Thank you soooo much! Please rub it in!
I am going crazy. The first two weeks of learning this language is the most horrible phase of my life. My headache never stops. I feel hungry all the time. At the end of the day I want to eat something really crunchy and/or punch someone in the throat. I’m going ballistic.
I joined the classes when some of them are in the middle of the book already and I can’t be proud that all I know was just “good morning, thank you and bye” at all! I needed to do a lot of catching up.
Diary, I don’t really see why I need to learn the language to begin with. I am an aspiring English teacher and where will I use German after here? I don’t plan to stay for long anyway. I just need to learn Teaching and that’s it. I will be gone. Okay? Thanks! Bye! And that is very very soon!
I don’t know where the f*ck these Germans got their words from! And I don’t know why they have different Articles for “The” and genders! They don’t effin make sense AT ALL! “der, die and das??” Seriously? Who has the time? Life is too short to focus on learning German. Besides, how can they expect me to pronounce f*cking things right when Tagalog alphabet only has 20 letters? (Wikipedia says Modern Tagalog Alphabet has now 28 letters)
We don’t have C, F, Z, Q, V and X. English is already challenging at 26 letters. F, V and Z already gave my tongue a good workout then German Language has umlaute??* How am I supposed to pronounce “schwarz” and how will I remember “Rindfleischetikettierungsüberwachungsaufgabenübertragungsgesetz” ?? (law for the delegation of monitoring beef labelling)
That is not even the longest German word. I am losing it, Diary. I’m losing it!
*umlaute* source wikipedia
Ä (ä) // Long ä pronounced similar to ‘ae’ in ‘aero’

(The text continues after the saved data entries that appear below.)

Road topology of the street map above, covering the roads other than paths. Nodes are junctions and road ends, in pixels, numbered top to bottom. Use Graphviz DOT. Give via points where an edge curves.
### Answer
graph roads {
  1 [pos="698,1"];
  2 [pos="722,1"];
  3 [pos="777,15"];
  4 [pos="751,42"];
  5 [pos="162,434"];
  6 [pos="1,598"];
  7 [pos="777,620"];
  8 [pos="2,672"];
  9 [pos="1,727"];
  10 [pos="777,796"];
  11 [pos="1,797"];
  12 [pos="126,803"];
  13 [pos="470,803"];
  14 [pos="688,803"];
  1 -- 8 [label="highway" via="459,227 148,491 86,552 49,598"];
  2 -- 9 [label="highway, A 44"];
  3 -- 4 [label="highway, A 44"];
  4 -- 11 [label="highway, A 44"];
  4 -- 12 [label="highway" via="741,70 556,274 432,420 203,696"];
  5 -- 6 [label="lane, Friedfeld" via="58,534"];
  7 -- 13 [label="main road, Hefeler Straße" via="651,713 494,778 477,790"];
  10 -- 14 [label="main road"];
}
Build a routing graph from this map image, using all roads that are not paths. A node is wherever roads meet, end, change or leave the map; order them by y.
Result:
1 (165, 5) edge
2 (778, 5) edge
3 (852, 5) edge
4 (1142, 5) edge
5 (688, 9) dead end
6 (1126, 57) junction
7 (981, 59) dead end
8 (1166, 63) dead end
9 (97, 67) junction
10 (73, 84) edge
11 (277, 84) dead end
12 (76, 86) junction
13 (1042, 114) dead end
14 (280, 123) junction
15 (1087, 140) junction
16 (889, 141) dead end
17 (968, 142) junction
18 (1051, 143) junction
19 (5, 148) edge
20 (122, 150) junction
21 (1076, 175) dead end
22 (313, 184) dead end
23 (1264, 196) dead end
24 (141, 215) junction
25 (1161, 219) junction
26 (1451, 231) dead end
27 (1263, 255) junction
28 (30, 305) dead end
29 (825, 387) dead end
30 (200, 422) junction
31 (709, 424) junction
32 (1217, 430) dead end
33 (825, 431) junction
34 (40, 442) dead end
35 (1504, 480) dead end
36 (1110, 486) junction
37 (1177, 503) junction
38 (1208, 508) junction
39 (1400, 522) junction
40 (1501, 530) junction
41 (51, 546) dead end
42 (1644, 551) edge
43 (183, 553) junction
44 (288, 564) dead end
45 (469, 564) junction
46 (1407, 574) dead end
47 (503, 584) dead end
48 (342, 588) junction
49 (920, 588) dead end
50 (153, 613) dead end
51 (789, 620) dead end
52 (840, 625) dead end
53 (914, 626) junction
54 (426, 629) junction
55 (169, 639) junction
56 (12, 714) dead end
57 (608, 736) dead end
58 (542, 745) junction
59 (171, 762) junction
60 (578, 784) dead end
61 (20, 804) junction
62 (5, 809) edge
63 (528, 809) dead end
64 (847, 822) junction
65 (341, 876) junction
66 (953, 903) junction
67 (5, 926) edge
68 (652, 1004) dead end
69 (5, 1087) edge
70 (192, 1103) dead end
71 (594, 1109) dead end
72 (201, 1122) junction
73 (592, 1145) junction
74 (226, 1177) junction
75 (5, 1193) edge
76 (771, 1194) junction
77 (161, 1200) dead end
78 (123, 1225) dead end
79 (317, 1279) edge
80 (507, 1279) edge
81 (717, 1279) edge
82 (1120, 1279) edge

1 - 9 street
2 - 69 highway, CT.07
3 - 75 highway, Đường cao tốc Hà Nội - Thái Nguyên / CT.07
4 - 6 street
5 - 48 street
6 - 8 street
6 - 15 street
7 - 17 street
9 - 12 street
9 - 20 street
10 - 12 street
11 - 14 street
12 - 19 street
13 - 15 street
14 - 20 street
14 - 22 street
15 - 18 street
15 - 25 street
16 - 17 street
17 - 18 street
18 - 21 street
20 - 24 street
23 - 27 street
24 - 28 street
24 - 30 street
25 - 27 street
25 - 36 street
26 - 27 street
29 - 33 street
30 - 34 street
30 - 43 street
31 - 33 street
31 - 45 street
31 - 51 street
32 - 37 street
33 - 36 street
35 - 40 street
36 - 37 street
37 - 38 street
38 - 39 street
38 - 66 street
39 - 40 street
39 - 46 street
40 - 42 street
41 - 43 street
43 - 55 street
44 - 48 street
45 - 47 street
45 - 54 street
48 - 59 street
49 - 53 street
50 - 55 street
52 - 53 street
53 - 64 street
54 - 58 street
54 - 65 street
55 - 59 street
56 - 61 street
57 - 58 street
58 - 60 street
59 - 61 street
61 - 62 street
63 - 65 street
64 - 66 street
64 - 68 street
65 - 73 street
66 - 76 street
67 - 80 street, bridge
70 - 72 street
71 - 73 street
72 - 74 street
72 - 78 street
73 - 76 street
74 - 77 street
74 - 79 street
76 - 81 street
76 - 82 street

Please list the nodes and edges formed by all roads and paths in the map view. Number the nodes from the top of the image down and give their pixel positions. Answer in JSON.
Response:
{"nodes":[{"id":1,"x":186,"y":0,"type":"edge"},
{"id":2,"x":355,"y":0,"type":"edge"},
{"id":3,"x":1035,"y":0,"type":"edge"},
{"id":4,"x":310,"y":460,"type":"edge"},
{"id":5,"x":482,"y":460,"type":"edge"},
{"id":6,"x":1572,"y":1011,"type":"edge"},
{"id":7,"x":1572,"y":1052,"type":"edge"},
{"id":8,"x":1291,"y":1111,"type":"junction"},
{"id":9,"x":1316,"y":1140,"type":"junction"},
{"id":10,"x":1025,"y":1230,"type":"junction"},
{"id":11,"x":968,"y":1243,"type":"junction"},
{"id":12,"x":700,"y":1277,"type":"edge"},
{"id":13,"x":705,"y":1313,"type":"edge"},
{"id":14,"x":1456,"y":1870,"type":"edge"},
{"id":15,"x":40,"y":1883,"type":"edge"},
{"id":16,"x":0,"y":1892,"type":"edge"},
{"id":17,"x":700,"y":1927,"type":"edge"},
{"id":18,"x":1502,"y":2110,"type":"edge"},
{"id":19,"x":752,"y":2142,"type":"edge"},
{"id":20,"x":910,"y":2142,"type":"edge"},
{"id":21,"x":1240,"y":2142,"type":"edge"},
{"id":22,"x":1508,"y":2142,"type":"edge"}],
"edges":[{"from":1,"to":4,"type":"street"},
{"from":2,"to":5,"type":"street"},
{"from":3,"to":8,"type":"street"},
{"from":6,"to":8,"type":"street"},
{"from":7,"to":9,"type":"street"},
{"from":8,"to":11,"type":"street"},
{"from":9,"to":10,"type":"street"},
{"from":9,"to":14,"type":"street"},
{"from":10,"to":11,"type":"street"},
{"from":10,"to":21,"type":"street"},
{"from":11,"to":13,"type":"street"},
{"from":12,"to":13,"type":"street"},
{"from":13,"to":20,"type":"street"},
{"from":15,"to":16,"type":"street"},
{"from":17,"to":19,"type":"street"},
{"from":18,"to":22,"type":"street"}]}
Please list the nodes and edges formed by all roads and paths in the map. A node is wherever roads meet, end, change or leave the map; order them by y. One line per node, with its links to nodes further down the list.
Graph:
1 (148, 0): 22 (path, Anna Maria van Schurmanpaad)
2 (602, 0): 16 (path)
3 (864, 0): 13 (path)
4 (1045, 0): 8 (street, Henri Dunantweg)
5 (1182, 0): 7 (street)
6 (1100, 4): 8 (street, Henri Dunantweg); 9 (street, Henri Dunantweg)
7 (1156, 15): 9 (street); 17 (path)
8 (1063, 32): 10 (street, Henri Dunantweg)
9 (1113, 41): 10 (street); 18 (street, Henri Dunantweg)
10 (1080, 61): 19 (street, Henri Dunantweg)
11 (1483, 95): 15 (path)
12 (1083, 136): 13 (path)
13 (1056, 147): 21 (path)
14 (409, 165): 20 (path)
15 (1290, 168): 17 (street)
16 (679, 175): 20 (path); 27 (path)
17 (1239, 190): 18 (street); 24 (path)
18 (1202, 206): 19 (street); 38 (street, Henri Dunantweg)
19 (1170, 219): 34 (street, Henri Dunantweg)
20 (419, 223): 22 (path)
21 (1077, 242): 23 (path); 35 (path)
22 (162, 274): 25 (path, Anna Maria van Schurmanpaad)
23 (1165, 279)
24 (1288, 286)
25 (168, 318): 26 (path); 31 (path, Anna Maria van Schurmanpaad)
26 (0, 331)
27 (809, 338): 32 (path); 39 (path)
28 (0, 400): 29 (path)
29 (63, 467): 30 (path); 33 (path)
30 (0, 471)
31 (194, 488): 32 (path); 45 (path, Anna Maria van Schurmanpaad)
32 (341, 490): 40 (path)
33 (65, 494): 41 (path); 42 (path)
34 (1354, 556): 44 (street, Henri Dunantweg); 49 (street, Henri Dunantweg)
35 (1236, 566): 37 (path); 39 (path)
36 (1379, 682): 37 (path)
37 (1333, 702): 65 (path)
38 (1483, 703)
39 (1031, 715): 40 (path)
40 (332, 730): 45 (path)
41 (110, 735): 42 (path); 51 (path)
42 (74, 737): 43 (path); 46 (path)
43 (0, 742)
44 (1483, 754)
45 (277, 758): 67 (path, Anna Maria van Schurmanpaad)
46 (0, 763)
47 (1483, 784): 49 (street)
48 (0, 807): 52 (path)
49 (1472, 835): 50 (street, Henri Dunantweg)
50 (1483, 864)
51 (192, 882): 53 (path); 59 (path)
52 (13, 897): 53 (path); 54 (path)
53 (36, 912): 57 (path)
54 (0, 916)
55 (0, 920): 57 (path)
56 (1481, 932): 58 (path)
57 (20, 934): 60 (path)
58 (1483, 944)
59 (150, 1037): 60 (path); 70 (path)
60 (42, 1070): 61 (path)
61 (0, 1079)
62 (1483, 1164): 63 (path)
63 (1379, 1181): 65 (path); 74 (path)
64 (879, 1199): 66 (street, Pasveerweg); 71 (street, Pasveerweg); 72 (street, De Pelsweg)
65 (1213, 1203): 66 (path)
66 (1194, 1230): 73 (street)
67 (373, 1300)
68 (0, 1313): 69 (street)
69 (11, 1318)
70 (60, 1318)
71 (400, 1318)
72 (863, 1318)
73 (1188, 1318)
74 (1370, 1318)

Ö (ö) // No English equivalent sound. somewhat similar to vowel in ‘jerk’, ‘turn’, or ‘third’, but it is critical to note that there is no “r” sound that is pronounced in conjunction with the ö.
Ü (ü) // No English equivalent sound
The ss-Ligature, ß
ß (es-zet or scharfes es) // Pronounced like ‘s’ in ‘set’ or ‘c’ in ‘nice’
*Donaudampfschiffahrtselektrizitätenhauptbetriebswerkbauunterbeamtengesellschaft. Currently this is the longest German word meaning “Association for subordinate officials of the head office management of the Danube steamboat electrical services.”
Today, I almost fought with my classmates who will be my future students. They are bullying me for not trying (to learn at least). Duh?! I’m just an Intern. I am not here to learn the language. I am here to learn teaching and please! I’ve gone so far with my English. It’s enough! If there should be learning German, should be them not me. Besides, almost every German speaks English and they always say they love practicing it so please, LEAVE ME ALONE!!!
4-5 months later…
“Excuse me. Why is the shop closed?” An old lady asked me in German.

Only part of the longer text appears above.